Your answer should be the lines of the data below that contain "view".
*** INPUT MATERIAL
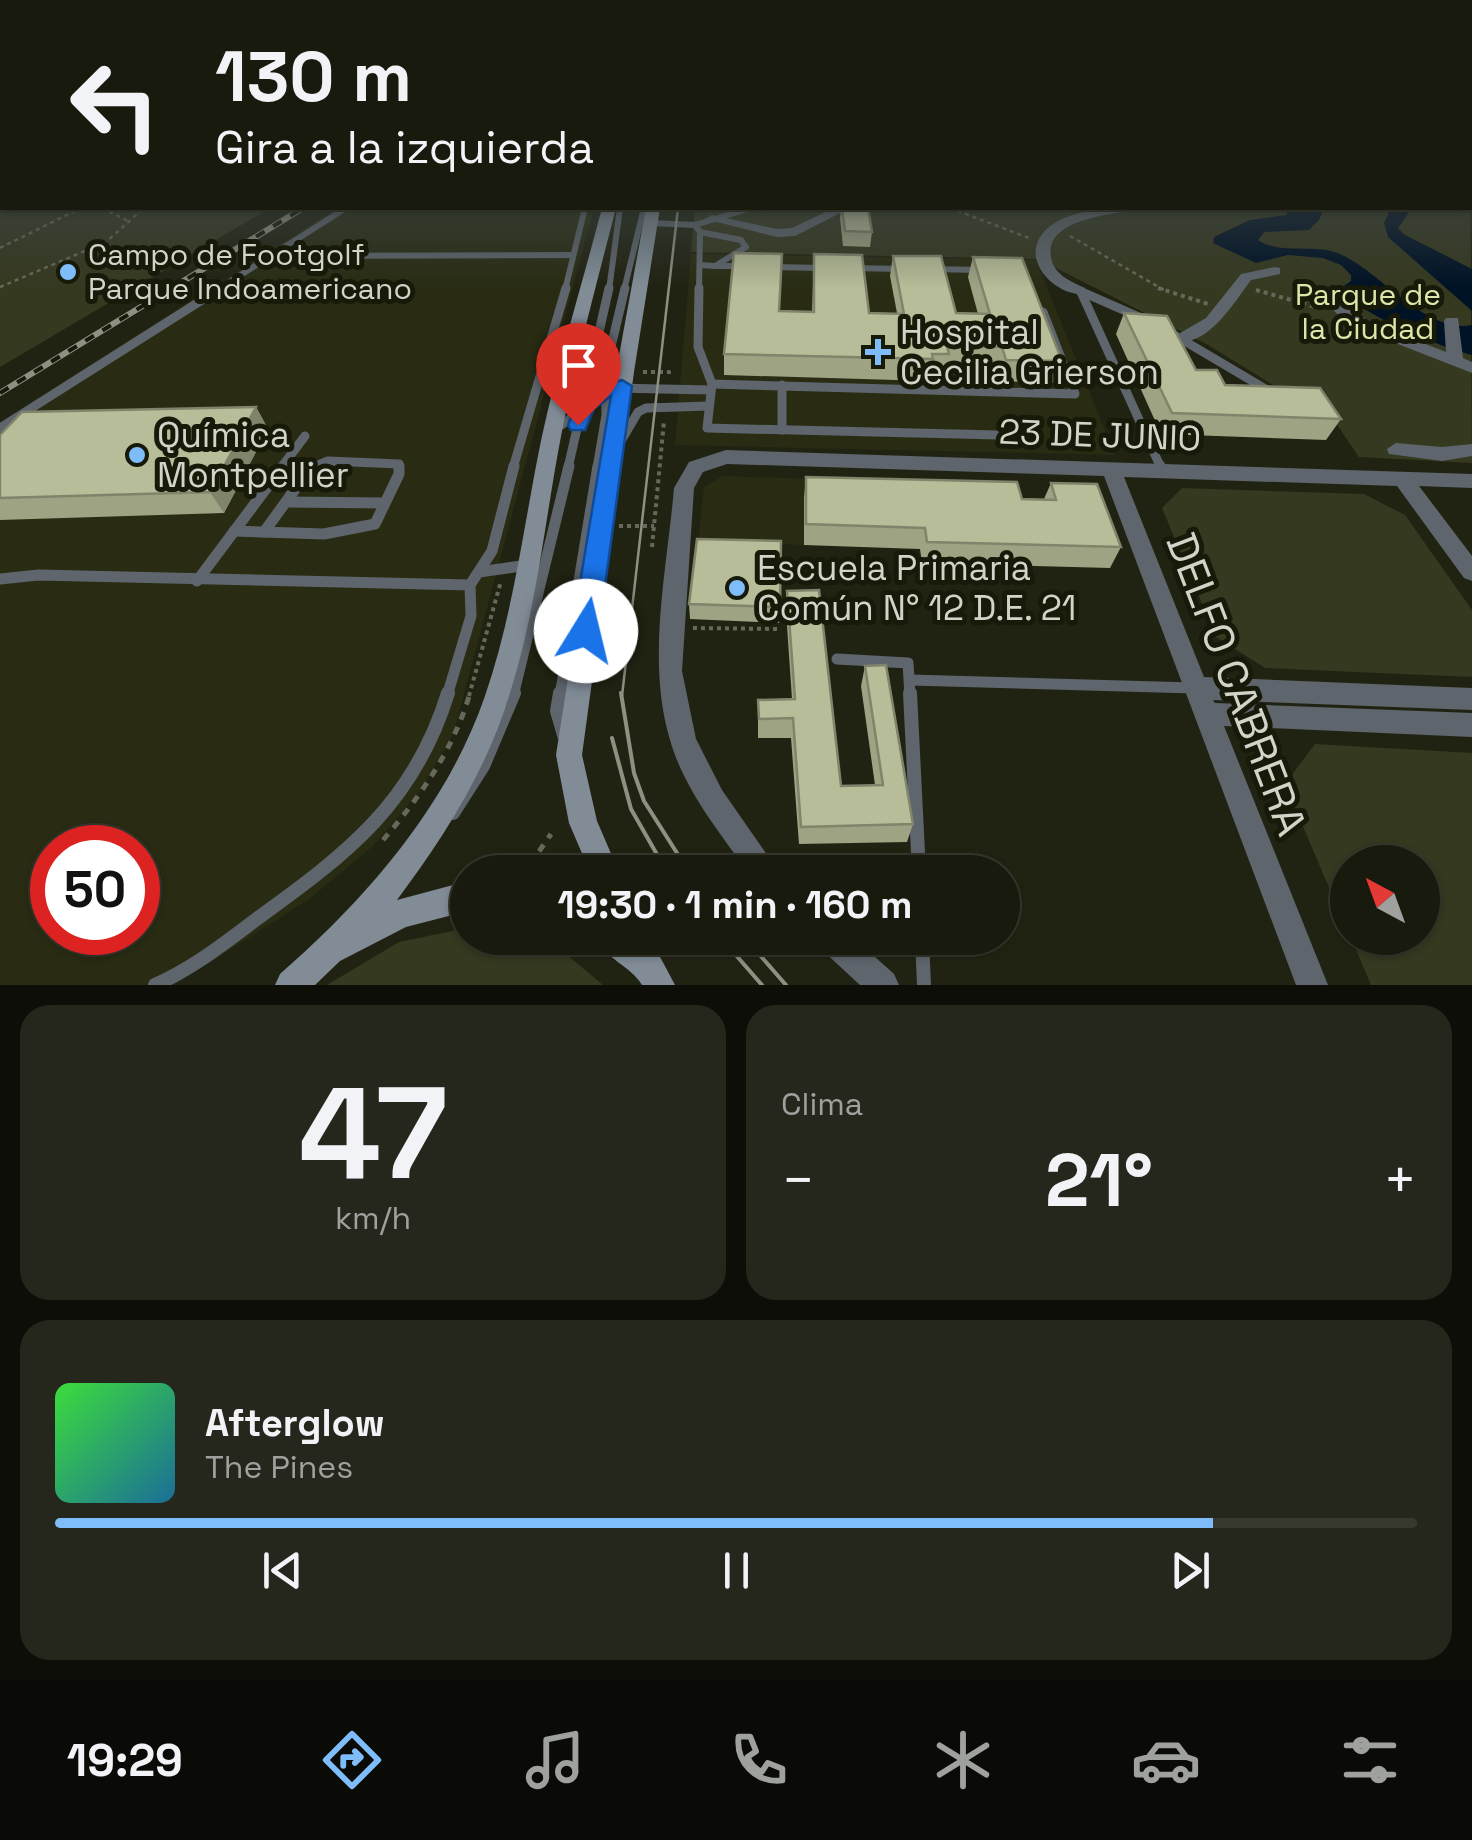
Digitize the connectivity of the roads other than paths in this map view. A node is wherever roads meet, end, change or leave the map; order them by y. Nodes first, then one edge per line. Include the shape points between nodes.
******
*** INPUT MATERIAL
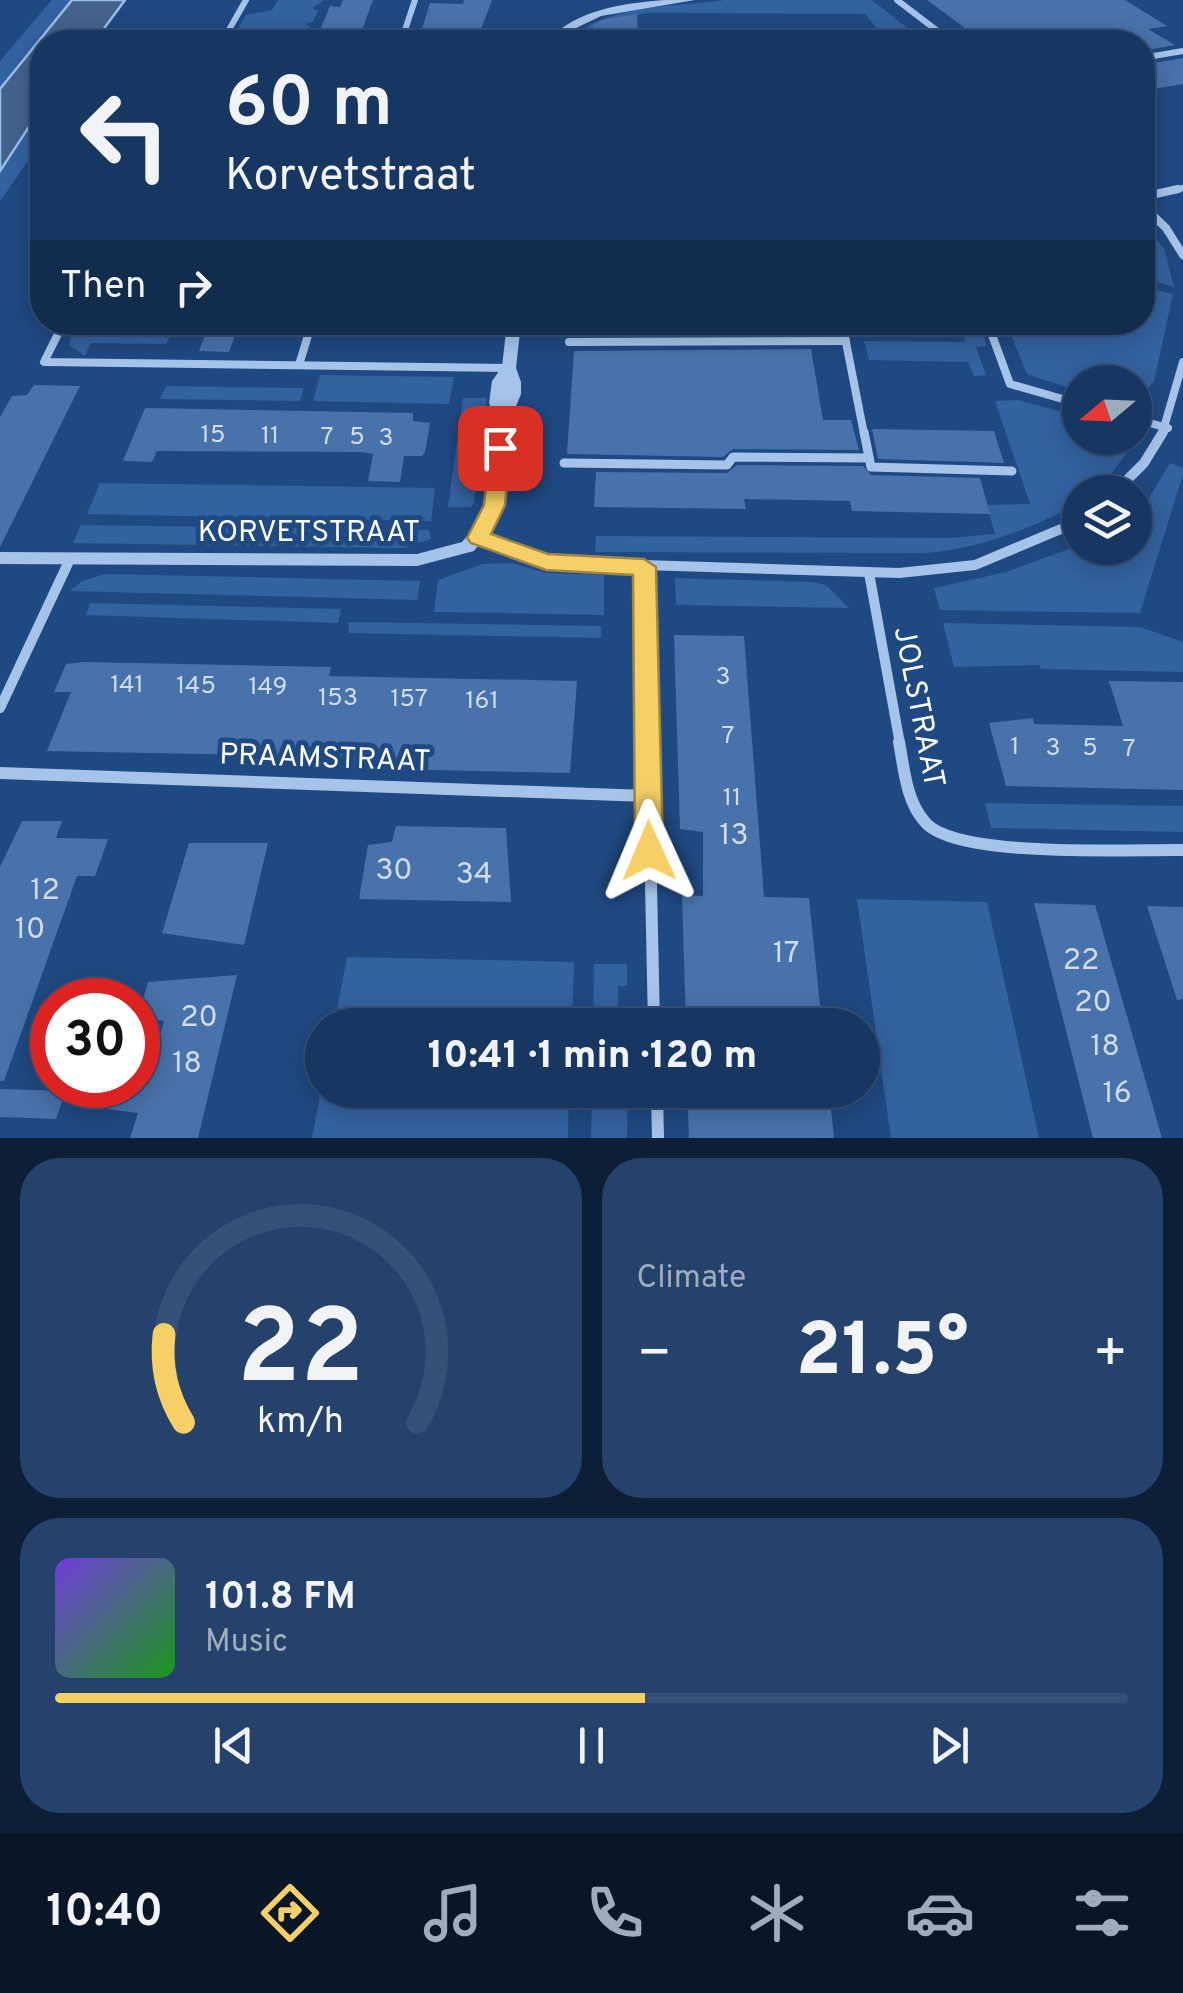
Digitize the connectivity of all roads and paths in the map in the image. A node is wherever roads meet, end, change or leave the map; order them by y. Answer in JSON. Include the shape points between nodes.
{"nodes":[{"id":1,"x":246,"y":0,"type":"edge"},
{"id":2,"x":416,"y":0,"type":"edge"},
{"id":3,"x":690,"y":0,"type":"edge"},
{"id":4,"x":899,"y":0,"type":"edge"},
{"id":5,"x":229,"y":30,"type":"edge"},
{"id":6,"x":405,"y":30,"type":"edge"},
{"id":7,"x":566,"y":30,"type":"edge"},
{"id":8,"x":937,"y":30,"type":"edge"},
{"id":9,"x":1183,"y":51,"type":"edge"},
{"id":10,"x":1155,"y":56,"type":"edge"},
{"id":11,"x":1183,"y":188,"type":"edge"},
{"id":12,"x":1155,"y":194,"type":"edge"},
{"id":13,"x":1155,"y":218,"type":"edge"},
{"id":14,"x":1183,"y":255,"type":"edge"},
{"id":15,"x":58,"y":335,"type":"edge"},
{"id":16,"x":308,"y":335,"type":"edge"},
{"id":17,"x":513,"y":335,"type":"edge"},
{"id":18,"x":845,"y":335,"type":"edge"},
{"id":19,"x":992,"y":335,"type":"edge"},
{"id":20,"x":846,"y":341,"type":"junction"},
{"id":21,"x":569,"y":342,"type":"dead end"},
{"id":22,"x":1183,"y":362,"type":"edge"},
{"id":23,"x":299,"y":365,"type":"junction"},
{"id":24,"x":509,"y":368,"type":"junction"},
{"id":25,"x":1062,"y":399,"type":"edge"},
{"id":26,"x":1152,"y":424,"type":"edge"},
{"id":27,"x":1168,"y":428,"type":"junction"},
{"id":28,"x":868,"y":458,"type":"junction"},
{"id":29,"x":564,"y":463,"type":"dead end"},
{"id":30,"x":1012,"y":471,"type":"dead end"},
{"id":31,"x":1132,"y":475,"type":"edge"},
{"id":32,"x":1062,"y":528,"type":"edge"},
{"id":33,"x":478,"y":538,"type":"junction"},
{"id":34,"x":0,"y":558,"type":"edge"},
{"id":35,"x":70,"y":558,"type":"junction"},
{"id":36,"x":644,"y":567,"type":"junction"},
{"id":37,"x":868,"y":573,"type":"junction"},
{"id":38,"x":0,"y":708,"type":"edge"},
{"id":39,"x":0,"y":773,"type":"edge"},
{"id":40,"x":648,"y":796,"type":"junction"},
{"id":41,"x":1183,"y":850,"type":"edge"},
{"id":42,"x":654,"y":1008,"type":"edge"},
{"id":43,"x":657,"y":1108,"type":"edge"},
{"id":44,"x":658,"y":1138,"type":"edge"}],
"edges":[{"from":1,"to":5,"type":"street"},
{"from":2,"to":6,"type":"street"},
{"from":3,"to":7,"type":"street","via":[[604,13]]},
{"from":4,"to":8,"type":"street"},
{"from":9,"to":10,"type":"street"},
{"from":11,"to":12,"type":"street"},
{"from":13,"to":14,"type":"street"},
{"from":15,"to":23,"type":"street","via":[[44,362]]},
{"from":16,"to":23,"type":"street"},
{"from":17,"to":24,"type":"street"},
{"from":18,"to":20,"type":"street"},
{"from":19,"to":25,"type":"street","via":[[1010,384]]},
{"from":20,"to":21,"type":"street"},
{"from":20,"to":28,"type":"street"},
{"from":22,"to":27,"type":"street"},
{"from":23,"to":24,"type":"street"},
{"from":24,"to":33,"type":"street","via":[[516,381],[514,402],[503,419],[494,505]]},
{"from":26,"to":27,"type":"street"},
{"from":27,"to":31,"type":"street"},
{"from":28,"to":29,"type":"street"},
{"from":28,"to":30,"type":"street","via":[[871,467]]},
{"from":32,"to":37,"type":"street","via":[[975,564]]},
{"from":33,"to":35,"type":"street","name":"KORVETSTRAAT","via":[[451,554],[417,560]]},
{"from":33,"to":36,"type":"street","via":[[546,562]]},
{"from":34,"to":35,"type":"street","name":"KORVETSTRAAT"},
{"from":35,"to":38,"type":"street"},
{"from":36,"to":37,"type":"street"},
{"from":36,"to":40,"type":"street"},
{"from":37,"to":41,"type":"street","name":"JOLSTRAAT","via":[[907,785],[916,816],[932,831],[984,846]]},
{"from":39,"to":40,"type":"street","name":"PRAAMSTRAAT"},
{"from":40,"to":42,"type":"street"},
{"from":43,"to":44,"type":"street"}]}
******
*** INPUT MATERIAL
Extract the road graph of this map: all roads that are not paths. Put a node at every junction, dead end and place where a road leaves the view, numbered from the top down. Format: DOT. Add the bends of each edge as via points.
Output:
******
ANSWER TO THIS TASK:
Digitize the connectivity of the roads other than paths in this map view. A node is wherever roads meet, end, change or leave the map; order them by y. Nodes first, then one edge per line. Include the shape points between nodes.
Extract the road graph of this map: all roads that are not paths. Put a node at every junction, dead end and place where a road leaves the view, numbered from the top down. Format: DOT. Add the bends of each edge as via points.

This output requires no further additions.